Former French prime minister François Fillon, whose 2017 bid for the presidency imploded in the wake of a fake job scandal involving his wife, is to face trial over the allegations.
Investigating judges have recommended Fillon be tried on charges of misusing public money, misuse of corporate assets, conspiracy and failing fully to disclose his financial position.
His Welsh-born wife Penelope faces the lesser charges of complicity in the misuse of public money and conspiring to misuse corporate assets.
"It's the normal next step in the process," one of Fillon's political allies said on condition of anonymity.
Fillon was widely viewed as being on track to win the French presidency before revelations published by the investigative newspaper Le Canard Enchaîné in January 2017 shattered his credibility.

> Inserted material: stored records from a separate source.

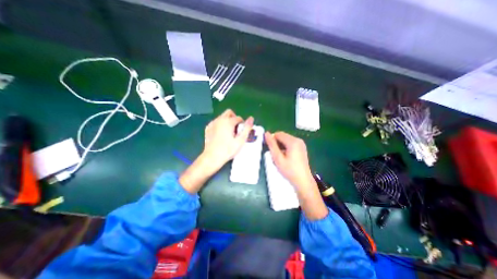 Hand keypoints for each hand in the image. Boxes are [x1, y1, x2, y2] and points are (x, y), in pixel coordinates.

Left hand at [180, 110, 253, 193]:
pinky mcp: (208, 128)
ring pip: (222, 117)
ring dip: (227, 121)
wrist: (212, 157)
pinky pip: (216, 122)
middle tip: (236, 129)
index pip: (238, 118)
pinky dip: (220, 124)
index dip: (242, 124)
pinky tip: (221, 134)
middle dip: (234, 118)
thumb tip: (251, 118)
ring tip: (229, 133)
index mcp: (228, 122)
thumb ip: (247, 128)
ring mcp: (212, 123)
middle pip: (229, 113)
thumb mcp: (240, 140)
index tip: (241, 132)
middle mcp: (219, 119)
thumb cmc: (228, 150)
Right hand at [264, 132, 328, 220]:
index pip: (278, 134)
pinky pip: (290, 143)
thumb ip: (271, 145)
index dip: (272, 139)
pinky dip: (285, 148)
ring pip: (286, 140)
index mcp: (293, 141)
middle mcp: (298, 140)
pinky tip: (285, 157)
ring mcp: (301, 144)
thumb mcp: (277, 158)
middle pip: (283, 136)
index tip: (269, 149)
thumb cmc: (289, 170)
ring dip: (280, 145)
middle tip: (274, 154)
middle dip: (276, 143)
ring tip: (279, 157)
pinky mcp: (302, 148)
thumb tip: (266, 133)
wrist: (303, 181)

His fall from grace opened the way for centrist Emmanuel Macron to win the election and dealt a blow to Fillon's conservative Les Republicains party, one of the mainstays of French political life, from which it is still struggling to recover.

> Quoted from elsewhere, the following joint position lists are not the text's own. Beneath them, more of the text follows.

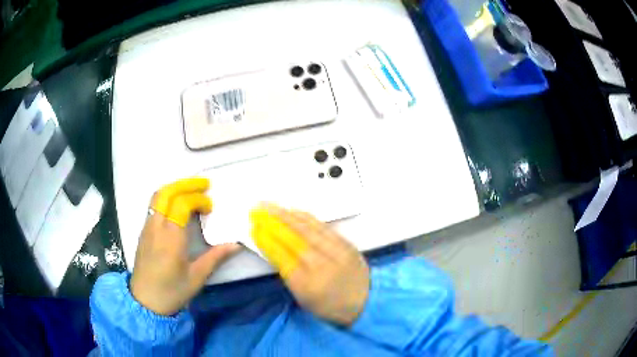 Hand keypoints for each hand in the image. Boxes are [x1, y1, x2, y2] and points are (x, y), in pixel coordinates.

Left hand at [130, 178, 239, 315]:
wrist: (145, 301)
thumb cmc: (172, 291)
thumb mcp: (196, 277)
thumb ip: (215, 257)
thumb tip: (236, 244)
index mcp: (170, 238)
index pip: (182, 204)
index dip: (198, 199)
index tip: (210, 207)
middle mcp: (156, 227)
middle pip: (166, 192)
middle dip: (185, 184)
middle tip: (204, 184)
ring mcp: (147, 227)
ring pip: (157, 196)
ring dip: (175, 188)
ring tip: (191, 190)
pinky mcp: (144, 231)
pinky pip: (154, 205)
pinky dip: (167, 197)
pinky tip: (177, 205)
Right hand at [250, 204, 369, 325]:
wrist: (364, 302)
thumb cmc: (329, 306)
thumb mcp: (302, 297)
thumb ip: (288, 272)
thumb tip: (272, 247)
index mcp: (307, 284)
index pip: (281, 256)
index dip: (265, 240)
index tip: (254, 227)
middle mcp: (322, 266)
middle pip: (293, 238)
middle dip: (273, 221)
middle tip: (258, 208)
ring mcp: (337, 253)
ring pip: (308, 228)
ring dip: (287, 214)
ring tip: (272, 205)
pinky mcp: (346, 245)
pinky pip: (323, 227)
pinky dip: (307, 217)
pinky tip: (295, 211)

Over several articles, Le Canard Enchaîné said it had seen payslips showing that Penelope Fillon had been paid 680,000 euros as a parliamentary assistant to her husband between 1986 and 2013, but had done little or no work at the National Assembly and had no pass card to enter the building.
She had also been paid a monthly salary by a magazine owned by a billionaire friend of the couple, La Revue des Deux Mondes, despite the editor never having seen her.
Fillon has also admitted taking an interest-free loan of 50,000 euros from the owner of the magazine, Marc Ladreit de Lacharriere, without declaring it to the public service watchdog.
A lawyer for Fillon, Antonin Levy, said today that news of the trial had been leaked to the press before his client had been informed.
Fillon, who had campaigned as a clean pair of hands, has always denied the allegations and accused Le Canard Enchaîné, investigators and the government of conspiring with his political rivals who were operating a "secret cell" to bring him down.
The man who had served as prime minister under President Nicolas Sarkozy between 2007-2012, ended up finishing third in the first round of voting in April 2017 — behind Macron and far-right leader Marine Le Pen.
A low-key political wife who avoided the limelight, Penelope Fillon was known as a keen horse-rider who once described herself as a simple country person who preferred the rural life to Paris.
In examining Fillon's insistence that his wife had "always" worked to help his career, French media homed in on previous comments she made.
Penelope said in several interviews that she had never been involved in her husband's political career.
The case is expected to come to trial before the end of the year.